Proprio nel suo essere mimesi della vita alienata, l’arte moderna diventa eloquente. Il momento mimetico lo vediamo nella forma. Il momento mimetico è connesso al momento costruttivo dell’opera, cioè alla forma che è risultato di una sintesi dell’eterogeneo, unificazione del molteplice. Il mimetico è una delle forze operanti nella forma. La forma è la sedimentazione di una serie di impulsi mimetici. Il carattere mimetico dell’opera viene anche definito “carattere espressivo”, cioè il suo apparire come esteriorizzazione di un interno, venir fuori di un dentro, e quel dentro non è però mai esplicitato totalmente dall’opera, quindi non possiamo mai coglierli totalmente. La profondità immanente dell’opera risuona tanto più intensamente quanto più l’opera riesce a farla precipitare nella forma, nella sua concretezza sensibile. Come può essere “innocente” un’arte del genere? “che non tolleri più l’innocenza”. A farla innocente è la sua muta eloquenza, cioè quella tensione fra il momento mimetico e il suo tacere, a renderla muta è che il mimetico appartiene al sensibile, ma non è mai totalmente esplicitabile.

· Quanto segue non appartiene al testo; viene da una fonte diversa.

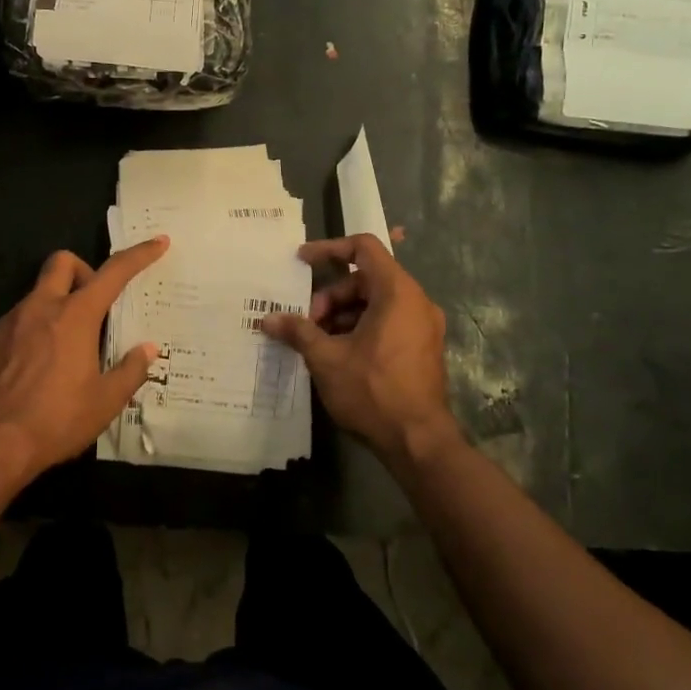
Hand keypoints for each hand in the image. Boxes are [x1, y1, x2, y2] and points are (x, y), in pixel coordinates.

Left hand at [0, 237, 168, 476]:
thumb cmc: (56, 420)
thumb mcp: (105, 402)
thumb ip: (130, 370)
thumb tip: (147, 349)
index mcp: (75, 316)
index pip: (114, 273)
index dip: (139, 255)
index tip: (158, 243)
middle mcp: (41, 308)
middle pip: (63, 262)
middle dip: (83, 271)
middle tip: (94, 307)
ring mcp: (10, 322)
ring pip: (38, 294)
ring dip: (57, 306)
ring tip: (66, 350)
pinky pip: (17, 321)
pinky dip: (34, 331)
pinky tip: (37, 368)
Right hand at [261, 234, 456, 465]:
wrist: (419, 442)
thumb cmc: (373, 391)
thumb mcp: (326, 358)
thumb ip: (297, 331)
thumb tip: (267, 319)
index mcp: (397, 292)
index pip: (364, 247)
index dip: (330, 248)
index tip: (302, 261)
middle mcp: (416, 302)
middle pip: (366, 278)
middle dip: (331, 296)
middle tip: (308, 324)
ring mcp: (423, 326)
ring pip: (376, 303)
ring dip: (343, 314)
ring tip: (319, 342)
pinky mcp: (423, 348)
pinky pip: (388, 322)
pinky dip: (361, 328)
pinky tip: (339, 355)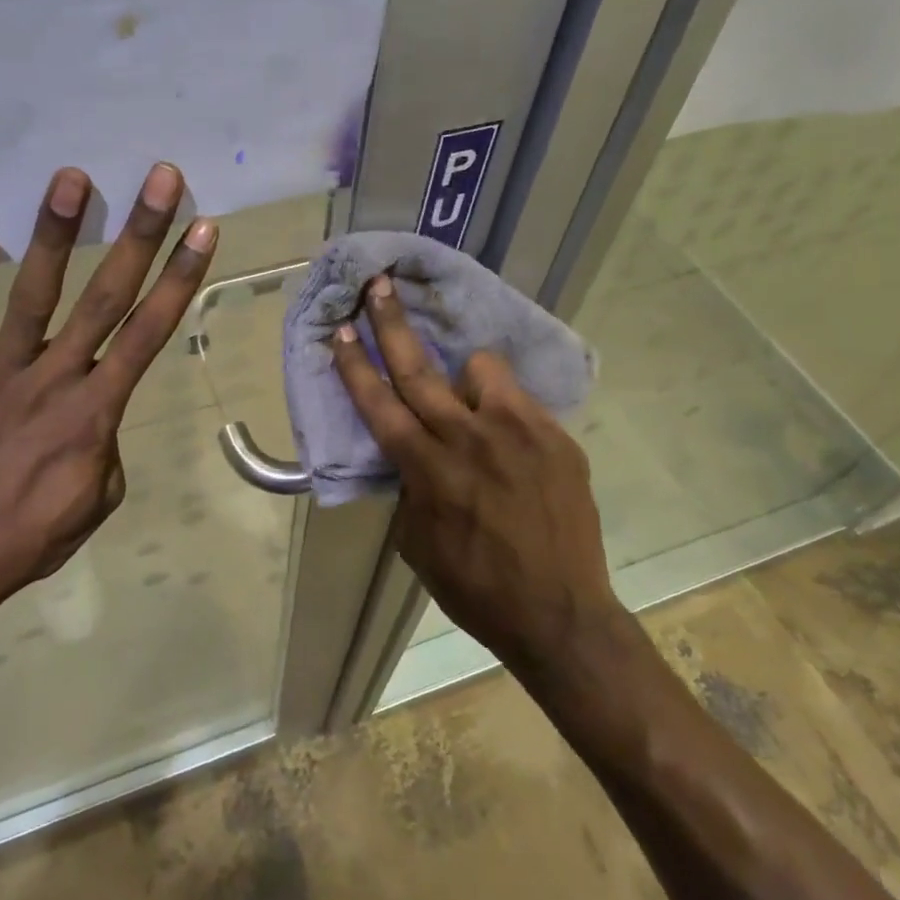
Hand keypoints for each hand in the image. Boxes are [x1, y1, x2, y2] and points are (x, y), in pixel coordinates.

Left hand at [0, 162, 216, 667]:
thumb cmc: (33, 536)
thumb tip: (97, 407)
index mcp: (96, 411)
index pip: (149, 333)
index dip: (179, 279)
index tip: (202, 230)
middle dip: (139, 235)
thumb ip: (107, 441)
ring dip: (56, 235)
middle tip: (160, 178)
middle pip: (105, 297)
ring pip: (33, 296)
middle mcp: (52, 378)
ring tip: (73, 179)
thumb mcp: (100, 499)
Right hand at [330, 273, 618, 671]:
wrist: (560, 614)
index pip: (379, 404)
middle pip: (418, 368)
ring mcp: (517, 432)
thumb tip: (415, 452)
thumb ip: (411, 487)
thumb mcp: (418, 543)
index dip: (353, 365)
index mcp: (428, 469)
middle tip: (378, 285)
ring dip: (465, 374)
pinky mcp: (555, 437)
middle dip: (392, 323)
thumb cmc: (476, 587)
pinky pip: (519, 400)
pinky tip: (510, 438)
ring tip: (471, 398)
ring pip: (480, 368)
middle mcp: (468, 438)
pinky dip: (503, 408)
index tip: (339, 331)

Il sensibile si pone in primis per la sua opacità, mostra all’esterno qualcosa, ma anche un residuo che non può mai essere esplicitato, l’opacità del sensibile sfugge all’esplicitazione. A rendere non innocente l’arte è proprio il suo essere carica di implicitezza, l’opera è carica di realtà, storia, dolori, esperienze sedimentate al suo interno: questo rende l’opera non innocente, impura, tutto il dolore palpita nella struttura dell’opera. L’arte di baudelaire si astiene dal tradurre la sua protesta in termini proposizionali: quella baudelariana non  dice la reificazione, cioè il non senso del mondo, non fa di quella protesta un’asserzione chiara e distinta, non la ritrae. Baudelaire non ritrae la reificazione.